START RECORDS PROVIDED

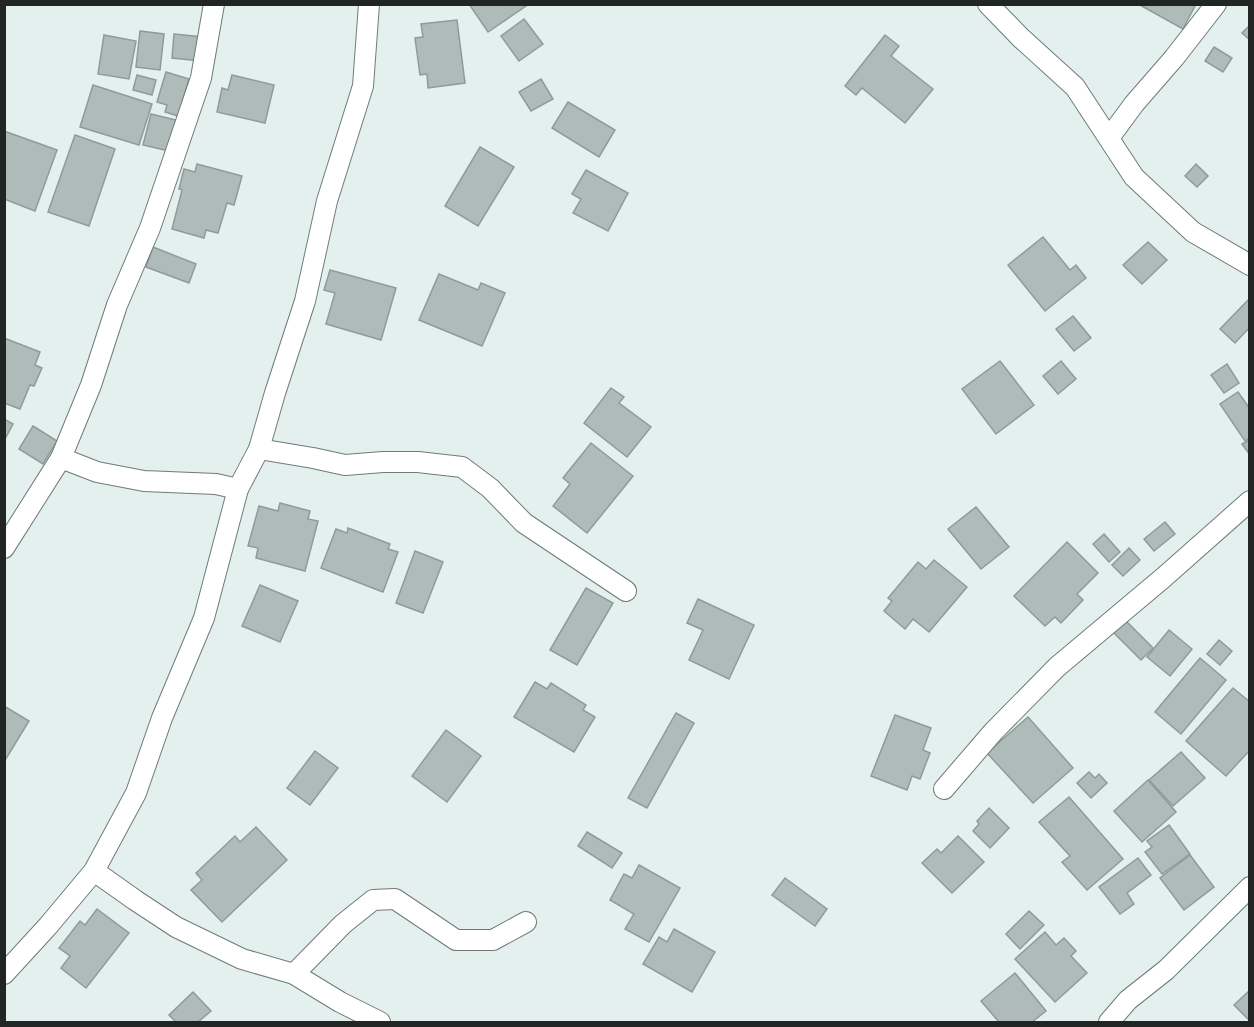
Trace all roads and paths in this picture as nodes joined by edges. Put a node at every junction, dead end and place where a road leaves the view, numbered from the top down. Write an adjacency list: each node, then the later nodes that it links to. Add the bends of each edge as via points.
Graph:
1 (214, 4): 8 (street, via 201,78 182,138)
2 (369, 4): 7 (street, via 363,86 327,201 305,302)
3 (988, 4): 5 (street, via 1075,87)
4 (1216, 4): 5 (street)
5 (1109, 138): 6 (street, via 1134,177 1193,232)
6 (1250, 265)
7 (259, 449): 9 (street); 12 (street, via 345,465 418,462 462,467 490,488 524,523)
8 (61, 458): 9 (street, via 97,472 144,481 216,484); 11 (street)
9 (238, 489): 14 (street, via 204,618 136,793)
10 (1250, 501): 13 (street, via 1057,667)
11 (4, 549)
12 (626, 591)
13 (944, 789)
14 (94, 871): 17 (street); 18 (street, via 176,927 242,959)
15 (1250, 886): 20 (street)
16 (526, 922): 18 (street, via 493,940 456,940 395,899 373,900)
17 (4, 974)
18 (294, 974): 19 (street)
19 (380, 1023)
20 (1108, 1023)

END RECORDS PROVIDED

Every line of the listing should be copied precisely, with images omitted.

→ RESPONSE BELOW:
Trace all roads and paths in this picture as nodes joined by edges. Put a node at every junction, dead end and place where a road leaves the view, numbered from the top down. Write an adjacency list: each node, then the later nodes that it links to. Add the bends of each edge as via points.
Graph:
1 (214, 4): 8 (street, via 201,78 182,138)
2 (369, 4): 7 (street, via 363,86 327,201 305,302)
3 (988, 4): 5 (street, via 1075,87)
4 (1216, 4): 5 (street)
5 (1109, 138): 6 (street, via 1134,177 1193,232)
6 (1250, 265)
7 (259, 449): 9 (street); 12 (street, via 345,465 418,462 462,467 490,488 524,523)
8 (61, 458): 9 (street, via 97,472 144,481 216,484); 11 (street)
9 (238, 489): 14 (street, via 204,618 136,793)
10 (1250, 501): 13 (street, via 1057,667)
11 (4, 549)
12 (626, 591)
13 (944, 789)
14 (94, 871): 17 (street); 18 (street, via 176,927 242,959)
15 (1250, 886): 20 (street)
16 (526, 922): 18 (street, via 493,940 456,940 395,899 373,900)
17 (4, 974)
18 (294, 974): 19 (street)
19 (380, 1023)
20 (1108, 1023)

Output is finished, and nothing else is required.